- Problem
Say how many lines in the following data hold the word "mouth". Write nothing but that number.

═══ Dataset excerpts

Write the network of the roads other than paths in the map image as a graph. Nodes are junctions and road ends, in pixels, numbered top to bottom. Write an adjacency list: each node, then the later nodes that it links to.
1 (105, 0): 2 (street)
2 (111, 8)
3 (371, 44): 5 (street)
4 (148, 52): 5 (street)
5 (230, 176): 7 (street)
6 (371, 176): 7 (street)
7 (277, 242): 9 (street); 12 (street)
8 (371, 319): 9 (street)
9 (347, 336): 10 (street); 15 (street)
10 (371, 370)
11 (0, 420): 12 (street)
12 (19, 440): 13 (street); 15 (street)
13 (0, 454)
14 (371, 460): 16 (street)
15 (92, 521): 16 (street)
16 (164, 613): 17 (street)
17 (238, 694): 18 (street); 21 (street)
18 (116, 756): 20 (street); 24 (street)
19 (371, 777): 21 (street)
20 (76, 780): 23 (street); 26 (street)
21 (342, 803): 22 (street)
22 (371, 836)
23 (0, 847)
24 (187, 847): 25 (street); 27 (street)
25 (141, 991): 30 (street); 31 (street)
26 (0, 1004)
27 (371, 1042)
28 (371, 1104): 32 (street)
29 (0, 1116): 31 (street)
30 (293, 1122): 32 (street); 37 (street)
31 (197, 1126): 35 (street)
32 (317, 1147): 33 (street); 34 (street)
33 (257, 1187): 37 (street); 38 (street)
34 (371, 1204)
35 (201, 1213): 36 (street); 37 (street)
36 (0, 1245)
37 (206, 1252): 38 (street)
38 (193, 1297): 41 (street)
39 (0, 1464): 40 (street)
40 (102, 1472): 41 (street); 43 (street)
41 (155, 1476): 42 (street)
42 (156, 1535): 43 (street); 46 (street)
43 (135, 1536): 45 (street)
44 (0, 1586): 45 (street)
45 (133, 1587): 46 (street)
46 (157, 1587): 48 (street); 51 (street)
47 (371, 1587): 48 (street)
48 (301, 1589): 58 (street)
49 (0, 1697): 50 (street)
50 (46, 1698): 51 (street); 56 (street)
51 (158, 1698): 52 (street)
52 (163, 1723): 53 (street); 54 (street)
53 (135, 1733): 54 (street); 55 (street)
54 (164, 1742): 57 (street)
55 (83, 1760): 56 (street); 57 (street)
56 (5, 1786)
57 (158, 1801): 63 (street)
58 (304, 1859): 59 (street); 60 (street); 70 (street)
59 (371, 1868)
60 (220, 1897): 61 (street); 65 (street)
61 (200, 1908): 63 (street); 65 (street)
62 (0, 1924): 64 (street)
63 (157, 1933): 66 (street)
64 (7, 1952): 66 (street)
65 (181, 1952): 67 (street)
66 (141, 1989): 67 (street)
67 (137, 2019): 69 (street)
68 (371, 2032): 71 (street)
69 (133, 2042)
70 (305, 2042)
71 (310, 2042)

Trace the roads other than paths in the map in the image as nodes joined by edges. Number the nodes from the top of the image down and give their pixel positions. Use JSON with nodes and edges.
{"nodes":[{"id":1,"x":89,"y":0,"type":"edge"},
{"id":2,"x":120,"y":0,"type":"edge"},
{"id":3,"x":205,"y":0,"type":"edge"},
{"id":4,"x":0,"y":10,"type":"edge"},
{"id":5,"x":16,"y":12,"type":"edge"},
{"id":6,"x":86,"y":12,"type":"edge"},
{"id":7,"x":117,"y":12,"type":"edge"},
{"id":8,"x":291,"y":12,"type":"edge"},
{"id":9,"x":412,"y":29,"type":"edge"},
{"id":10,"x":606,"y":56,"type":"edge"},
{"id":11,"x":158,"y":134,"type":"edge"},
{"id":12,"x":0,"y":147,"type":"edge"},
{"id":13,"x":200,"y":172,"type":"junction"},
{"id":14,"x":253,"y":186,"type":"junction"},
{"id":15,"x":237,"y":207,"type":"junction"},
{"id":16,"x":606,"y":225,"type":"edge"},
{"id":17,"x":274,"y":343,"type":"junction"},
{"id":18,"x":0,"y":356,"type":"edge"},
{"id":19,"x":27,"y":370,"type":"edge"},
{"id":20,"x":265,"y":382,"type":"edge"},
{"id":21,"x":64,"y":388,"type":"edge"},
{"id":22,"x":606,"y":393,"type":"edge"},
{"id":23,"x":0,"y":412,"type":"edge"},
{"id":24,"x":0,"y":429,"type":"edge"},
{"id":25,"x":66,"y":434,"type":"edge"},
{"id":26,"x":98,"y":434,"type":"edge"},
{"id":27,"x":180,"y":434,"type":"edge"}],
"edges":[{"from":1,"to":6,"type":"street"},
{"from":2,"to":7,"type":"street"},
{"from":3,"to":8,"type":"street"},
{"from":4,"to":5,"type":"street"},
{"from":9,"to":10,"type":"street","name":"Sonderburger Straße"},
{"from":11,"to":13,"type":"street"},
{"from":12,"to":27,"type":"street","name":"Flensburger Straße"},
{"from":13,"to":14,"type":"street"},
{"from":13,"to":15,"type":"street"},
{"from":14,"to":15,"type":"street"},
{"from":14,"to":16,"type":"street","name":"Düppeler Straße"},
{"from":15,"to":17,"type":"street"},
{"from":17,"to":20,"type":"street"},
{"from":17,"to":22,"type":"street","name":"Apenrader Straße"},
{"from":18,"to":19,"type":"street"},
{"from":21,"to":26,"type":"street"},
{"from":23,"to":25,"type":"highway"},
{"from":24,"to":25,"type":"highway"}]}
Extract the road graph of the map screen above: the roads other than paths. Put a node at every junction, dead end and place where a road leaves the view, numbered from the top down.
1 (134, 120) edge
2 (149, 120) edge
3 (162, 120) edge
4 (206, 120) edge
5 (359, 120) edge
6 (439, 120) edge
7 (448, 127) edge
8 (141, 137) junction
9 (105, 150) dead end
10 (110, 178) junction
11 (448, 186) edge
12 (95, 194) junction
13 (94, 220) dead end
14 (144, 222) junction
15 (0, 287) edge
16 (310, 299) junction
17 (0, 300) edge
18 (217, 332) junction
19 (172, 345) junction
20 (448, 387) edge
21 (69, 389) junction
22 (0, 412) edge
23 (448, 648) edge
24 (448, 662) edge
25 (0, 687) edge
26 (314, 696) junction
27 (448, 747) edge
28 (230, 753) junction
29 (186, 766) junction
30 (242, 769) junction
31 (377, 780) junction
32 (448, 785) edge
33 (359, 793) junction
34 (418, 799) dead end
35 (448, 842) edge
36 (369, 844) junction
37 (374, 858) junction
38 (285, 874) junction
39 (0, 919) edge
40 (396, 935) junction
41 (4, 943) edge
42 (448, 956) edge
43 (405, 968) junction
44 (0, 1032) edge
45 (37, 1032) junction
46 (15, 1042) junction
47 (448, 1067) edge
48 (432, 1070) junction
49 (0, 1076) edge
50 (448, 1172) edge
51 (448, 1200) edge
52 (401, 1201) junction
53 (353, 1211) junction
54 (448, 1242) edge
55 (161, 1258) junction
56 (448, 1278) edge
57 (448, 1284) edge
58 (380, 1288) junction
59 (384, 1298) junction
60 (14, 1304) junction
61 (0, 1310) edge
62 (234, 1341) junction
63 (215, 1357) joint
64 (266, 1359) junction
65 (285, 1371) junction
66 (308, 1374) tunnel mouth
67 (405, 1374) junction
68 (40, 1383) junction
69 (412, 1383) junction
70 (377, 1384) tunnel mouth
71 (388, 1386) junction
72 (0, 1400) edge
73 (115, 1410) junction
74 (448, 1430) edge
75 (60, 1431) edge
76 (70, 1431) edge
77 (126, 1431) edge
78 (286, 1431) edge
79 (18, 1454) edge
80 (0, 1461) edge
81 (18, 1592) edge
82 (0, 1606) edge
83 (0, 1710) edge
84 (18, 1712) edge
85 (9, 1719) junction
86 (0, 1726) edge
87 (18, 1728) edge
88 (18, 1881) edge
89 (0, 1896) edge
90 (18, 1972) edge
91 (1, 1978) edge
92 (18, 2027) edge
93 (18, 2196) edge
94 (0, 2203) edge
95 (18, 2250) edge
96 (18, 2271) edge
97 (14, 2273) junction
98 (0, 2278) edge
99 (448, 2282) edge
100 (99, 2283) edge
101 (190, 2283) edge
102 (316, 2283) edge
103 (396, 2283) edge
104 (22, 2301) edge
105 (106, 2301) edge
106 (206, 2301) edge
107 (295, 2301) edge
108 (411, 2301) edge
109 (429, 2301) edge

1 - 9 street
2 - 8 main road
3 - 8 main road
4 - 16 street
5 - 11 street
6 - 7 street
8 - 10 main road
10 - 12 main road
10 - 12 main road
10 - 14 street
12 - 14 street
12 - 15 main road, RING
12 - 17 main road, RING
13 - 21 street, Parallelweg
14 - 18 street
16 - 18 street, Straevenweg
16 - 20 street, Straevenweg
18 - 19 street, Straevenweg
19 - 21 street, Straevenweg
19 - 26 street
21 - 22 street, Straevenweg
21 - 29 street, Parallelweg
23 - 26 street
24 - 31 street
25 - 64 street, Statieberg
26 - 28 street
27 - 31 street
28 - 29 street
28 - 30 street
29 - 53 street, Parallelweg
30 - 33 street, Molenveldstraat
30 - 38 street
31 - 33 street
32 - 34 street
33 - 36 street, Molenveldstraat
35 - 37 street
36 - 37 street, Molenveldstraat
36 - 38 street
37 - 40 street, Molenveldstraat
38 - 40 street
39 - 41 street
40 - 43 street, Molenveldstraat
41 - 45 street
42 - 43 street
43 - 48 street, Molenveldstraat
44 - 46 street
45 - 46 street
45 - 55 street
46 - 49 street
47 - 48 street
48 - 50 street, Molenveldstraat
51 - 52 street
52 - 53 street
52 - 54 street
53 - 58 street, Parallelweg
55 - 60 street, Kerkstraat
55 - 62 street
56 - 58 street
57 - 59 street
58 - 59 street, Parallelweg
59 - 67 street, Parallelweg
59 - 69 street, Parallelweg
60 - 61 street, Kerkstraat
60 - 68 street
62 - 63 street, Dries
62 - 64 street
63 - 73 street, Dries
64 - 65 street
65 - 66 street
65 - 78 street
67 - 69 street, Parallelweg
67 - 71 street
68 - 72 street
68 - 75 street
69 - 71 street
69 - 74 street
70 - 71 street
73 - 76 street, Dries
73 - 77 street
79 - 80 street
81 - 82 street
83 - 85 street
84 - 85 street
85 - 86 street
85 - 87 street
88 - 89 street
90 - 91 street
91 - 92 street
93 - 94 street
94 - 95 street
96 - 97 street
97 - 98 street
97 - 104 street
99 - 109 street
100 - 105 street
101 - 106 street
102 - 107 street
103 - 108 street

══════

- Exercise output
2